Because of this inclusion, everything that works for general topological spaces will work in particular for all other spaces, but there are some things you can do in (say) normed vector spaces which don't make sense in a general topological space. For example, if you have a function $f \colon V \rightarrow \mathbb{R}$ on a normed vector space, you can define the directional derivative of $f$ at $p \in V$ in the direction $v \in V$ by the limit
$$ \lim_{t \to 0} \frac{f(p + tv) - f(p)}{t}. $$
In the definition, you are using the fact that you can add the vector $tv$ to the point $p$. If you try to mimick this definition in a topological space, then since the set itself doesn't have the structure of a vector space, you can't add two elements so this definition doesn't make sense. That's why during your studies you sometimes restrict your attention to a smaller category of spaces which has more structure so you can do more things in it.
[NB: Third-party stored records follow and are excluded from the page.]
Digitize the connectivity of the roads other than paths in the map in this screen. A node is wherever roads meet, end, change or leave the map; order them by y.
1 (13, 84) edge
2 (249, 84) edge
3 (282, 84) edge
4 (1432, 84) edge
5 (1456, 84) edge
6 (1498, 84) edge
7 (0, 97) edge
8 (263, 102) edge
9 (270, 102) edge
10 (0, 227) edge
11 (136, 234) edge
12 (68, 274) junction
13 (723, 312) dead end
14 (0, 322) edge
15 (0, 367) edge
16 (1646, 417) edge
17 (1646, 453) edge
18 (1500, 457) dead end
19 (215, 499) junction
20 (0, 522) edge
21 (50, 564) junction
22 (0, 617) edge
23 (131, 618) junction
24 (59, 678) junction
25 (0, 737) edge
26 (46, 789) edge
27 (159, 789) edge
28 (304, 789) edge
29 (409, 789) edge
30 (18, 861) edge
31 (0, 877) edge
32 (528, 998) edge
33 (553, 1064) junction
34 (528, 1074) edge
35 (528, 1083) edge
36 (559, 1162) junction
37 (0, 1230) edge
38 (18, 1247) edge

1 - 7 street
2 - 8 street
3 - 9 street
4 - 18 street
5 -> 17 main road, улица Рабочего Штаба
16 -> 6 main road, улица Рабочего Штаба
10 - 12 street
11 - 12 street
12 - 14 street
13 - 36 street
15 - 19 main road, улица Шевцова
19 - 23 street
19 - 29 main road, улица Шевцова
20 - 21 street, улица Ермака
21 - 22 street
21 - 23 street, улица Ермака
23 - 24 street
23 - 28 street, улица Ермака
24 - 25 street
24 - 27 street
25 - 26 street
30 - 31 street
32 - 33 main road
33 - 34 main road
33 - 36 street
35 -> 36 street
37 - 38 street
You can discuss the notions of continuity, compactness only in the category (context) of topological spaces (but for reasons of simplicity it is often done in the beginning of one's studies in the category of metric spaces). However, once you want to discuss differentiability, then (in first approximation, before moving to manifolds) you need to restrict your category and work with normed vector spaces. If you also want to discuss the angle that two curves make, you will need to further restrict your category and work with inner product vector spaces in which the notion of angle makes sense, etc.
Best Answer
Given two structures of $A,B$ of some kind, you first have to guess what a structure-preserving 'map', i.e. a (homo-) morphism $A \to B$ (from $A$ to $B$) is. For the sake of simplicity, we are going to assume, that a morphism is a function with some special properties (this need not be the case, but it very often is). If you have this, then $A$ is commonly called isomorphic to $B$, if there is an isomorphism $A\to B$.
An isomorphism $f : A\to B$ is a morphism $A\to B$ with an inverse, that is a morphism $g : B\to A$ with $g\circ f = \operatorname{id}_A$ and $f\circ g = \operatorname{id}_B$. Of course, in our case we then have $g = f^{-1}$. So, being an isomorphism implies being bijective. The converse is not generally true, because even if $f$ is a bijective morphism, $f^{-1}$ is not necessarily a morphism too (this is indeed the case for topological spaces and their morphisms), but it is true for example for linear maps.
How do you decide what a morphism should be, i.e. what kind of special properties a map between structures should have? Well, it depends. Sometimes its obvious (vector spaces), sometimes it is not (metric spaces). But in any case, the morphisms should preserve "all" the structure. So vector space morphisms (linear maps) should preserve addition and scalar multiplication and a metric space morphism should preserve the metric.
Unfortunately or maybe interestingly, there are many things you could consider "preserving the metric". One kind of possible morphisms are simply called "distance-preserving", but there are other possibilities (short maps, lipschitz-continuous maps, etc.). Because in this case, we have many notions of morphisms, someone decided to use the term "isometric" in place of "isomorphic".
The general theory dealing with "morphisms between structures" is called "category theory".